In the 1980s and 1990s it was a different story. It was the age of the server and client-server computing. Companies tried to switch as fast as possible from mainframes to much smaller servers, each replacing a single mainframe application. The goal was to replace the big, cumbersome, centralized mainframe computing model. Client-server computing was born and the age of decentralized computing began anew.

As the 1990s came to a close people like me were seeing the possibility of using the Internet to once again centralize computation in what became known as cloud computing. CNET, salesforce.com, Google Voice, and OpenDNS were all personal efforts to let the cloud do what individual computers did before. No longer did companies need to build and manage their own internal servers. The vast number of servers companies accumulated were becoming very hard to maintain and they did not have the deep domain expertise needed. The same applications could be created in the cloud, each built for and used by many companies at the same time. It was far cheaper and less complex and the cloud quickly swallowed company servers and centralized all of the complexity using new cloud application providers.

Most people believe this is where the story ends. In fact it’s just the introduction to the most exciting story in the history of computing. While Bitcoin brought prodigious resources onto the network to simply account for the flow of bitcoin between parties it was quietly doing something else. It was creating one of the largest computational infrastructures in the history of mankind. The blockchain that Bitcoin built was capable of scaling ad hoc with no central point of resource control. People simply connected computers, got paid, and it all scaled in much the same way as the Internet.

VideoCoin borrows much from what the blockchain has already proven, namely that people will connect computers to a network to get paid to do work and as demand scales so too does supply. VideoCoin creates a new class of miners who do real work, not just accounting. Computers are connected to the network and they can provide some or all of the following processes required for video: computation to “encode”, storage of the encoded output, and distribution upon schedule or demand. In addition, servers can be configured to connect with traditional video cloud providers like Amazon Web Services or the Google Cloud in a hybrid model as we embrace the video services of today and build a home for the video services of tomorrow.
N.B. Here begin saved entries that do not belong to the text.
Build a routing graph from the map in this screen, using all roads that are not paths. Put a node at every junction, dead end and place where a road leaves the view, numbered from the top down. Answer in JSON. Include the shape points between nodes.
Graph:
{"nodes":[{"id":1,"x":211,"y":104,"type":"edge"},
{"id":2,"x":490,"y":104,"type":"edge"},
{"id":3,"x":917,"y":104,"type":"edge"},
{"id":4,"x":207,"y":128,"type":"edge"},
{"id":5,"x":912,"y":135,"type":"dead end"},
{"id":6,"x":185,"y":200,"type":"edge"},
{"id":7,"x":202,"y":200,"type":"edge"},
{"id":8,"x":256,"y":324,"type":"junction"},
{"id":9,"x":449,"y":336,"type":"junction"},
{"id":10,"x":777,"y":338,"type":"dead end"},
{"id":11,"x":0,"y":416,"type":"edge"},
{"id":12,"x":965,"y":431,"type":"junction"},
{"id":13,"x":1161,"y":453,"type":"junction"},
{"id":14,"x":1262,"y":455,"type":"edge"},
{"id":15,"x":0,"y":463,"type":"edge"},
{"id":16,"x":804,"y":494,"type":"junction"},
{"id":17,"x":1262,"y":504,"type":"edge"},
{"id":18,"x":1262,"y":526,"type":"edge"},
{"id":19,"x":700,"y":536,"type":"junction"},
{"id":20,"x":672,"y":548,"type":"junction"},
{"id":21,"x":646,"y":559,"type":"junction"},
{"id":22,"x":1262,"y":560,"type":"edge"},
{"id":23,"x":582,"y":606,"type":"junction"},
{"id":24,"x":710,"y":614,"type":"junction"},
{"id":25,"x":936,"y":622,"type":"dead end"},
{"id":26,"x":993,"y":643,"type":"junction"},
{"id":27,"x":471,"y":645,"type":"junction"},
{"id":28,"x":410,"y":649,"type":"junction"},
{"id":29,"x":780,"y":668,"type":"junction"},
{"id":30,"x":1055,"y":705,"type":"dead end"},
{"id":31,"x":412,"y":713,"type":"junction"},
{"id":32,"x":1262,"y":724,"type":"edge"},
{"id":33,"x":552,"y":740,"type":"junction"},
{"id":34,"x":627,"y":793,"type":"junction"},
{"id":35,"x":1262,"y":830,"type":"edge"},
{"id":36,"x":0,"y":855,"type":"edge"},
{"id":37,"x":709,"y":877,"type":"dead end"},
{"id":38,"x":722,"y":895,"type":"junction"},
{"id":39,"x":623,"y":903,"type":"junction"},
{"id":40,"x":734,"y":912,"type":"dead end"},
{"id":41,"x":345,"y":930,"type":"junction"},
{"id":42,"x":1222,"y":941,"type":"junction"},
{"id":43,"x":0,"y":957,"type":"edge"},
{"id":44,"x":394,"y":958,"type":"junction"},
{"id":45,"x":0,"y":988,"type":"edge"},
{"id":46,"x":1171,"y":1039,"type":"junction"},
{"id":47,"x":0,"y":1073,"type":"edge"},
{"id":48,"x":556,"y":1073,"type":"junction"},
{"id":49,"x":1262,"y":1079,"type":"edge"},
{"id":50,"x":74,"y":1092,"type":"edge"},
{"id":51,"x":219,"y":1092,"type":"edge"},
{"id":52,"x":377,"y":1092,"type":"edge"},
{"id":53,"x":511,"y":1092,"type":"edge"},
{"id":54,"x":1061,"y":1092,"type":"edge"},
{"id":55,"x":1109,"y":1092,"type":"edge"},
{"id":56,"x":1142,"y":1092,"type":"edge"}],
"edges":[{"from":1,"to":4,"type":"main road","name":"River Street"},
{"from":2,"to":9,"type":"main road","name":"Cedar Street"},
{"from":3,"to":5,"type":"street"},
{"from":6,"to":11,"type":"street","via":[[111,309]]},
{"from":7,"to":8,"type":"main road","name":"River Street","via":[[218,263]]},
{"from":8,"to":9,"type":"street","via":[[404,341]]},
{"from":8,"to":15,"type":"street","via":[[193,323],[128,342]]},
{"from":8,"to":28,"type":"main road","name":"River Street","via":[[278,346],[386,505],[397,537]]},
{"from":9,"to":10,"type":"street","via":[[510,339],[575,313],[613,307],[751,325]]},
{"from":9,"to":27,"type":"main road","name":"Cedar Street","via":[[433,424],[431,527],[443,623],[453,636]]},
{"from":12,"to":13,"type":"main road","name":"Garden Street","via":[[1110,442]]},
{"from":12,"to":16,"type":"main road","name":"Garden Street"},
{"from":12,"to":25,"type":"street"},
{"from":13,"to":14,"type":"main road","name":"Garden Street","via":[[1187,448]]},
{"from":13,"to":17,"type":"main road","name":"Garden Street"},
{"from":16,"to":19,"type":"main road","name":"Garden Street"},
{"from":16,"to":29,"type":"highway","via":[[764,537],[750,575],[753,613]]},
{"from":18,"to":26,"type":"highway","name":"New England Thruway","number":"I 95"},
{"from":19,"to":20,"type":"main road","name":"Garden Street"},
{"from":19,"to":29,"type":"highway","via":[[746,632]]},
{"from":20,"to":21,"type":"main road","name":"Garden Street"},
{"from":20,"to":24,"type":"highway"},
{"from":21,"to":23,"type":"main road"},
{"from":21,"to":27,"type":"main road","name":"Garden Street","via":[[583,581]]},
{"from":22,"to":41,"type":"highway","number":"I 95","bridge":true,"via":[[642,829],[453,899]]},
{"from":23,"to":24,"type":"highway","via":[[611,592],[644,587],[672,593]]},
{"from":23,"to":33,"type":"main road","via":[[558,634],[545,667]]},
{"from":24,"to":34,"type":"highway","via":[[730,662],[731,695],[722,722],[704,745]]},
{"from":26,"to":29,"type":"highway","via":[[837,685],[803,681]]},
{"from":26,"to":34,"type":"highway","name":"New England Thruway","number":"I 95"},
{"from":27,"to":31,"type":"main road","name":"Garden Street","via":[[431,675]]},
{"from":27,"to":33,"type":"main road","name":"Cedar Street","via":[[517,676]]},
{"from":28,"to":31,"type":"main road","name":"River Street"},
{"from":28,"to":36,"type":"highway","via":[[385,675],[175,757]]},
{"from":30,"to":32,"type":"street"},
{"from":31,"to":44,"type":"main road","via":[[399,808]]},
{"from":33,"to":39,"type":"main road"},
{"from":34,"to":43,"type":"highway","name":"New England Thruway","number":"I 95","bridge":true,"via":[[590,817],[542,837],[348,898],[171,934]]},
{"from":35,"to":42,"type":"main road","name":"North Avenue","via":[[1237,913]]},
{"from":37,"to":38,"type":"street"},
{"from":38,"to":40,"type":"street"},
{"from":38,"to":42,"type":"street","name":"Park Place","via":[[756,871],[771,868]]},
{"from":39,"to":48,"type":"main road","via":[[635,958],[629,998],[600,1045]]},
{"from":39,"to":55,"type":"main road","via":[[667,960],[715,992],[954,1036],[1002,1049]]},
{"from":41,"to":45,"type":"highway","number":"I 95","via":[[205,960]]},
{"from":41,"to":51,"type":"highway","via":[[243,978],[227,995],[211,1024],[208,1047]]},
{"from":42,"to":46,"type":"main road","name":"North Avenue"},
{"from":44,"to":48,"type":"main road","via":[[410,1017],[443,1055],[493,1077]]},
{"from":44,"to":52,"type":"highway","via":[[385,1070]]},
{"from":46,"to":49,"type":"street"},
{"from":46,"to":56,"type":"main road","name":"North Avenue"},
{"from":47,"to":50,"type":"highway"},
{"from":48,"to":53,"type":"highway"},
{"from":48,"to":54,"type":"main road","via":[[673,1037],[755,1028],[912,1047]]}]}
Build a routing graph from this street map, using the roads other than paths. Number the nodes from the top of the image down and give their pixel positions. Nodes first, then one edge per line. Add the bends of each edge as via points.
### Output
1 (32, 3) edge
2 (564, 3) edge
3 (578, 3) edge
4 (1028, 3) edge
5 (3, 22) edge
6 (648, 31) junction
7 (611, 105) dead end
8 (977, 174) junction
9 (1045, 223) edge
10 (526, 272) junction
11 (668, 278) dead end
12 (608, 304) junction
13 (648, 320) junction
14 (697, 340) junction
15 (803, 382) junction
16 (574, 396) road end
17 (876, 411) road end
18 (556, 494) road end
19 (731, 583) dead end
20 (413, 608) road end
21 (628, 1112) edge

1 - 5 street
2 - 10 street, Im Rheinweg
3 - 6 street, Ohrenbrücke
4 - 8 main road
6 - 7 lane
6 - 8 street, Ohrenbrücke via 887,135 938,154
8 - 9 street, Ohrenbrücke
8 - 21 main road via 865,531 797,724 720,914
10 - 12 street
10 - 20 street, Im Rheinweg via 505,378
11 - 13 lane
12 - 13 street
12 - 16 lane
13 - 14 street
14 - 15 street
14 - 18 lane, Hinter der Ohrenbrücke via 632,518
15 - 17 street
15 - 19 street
All servers in the world can encode video and then that video must be stored and streamed. These are all very basic functions that can be performed by devices that range from super powerful servers to smartphones. Additionally, today there are a massive number of servers that have been purchased and are not used at all! These “zombie” servers can in a flash be turned into VideoCoin mining machines.

The advent of smart money and the blockchain allow all of these resources to be identified, tested, and compensated to create a much less costly way to deal with what has become 80% of Internet bandwidth, video. We believe this will not only save media companies and other video creators and application providers tens of billion of dollars each year, but it will also allow for entirely new applications to emerge.

Because VideoCoin is an open source project it not only leverages the best minds but it also allows for the next YouTube, Netflix, and micro-targeted video applications to emerge. Allowing for easier innovation in video is essential because video and reality are on a collision course today. With VR, AR, AI, and super high resolution video coming, video itself is going to go through its greatest transformation since its original creation. What is video and what is reality will simply become points on a continuum, with the two becoming very hard to distinguish between.

The decade to come is going to bring amazing new technologies forward, technologies principally driven by the transformation of video and the advent of the blockchain. We believe we at VideoCoin are at the center of this innovation and would very much welcome your participation. The world to come is almost unfathomable but we believe VideoCoin and you will be at the epicenter of this coming transformation and will play a key role in defining our future.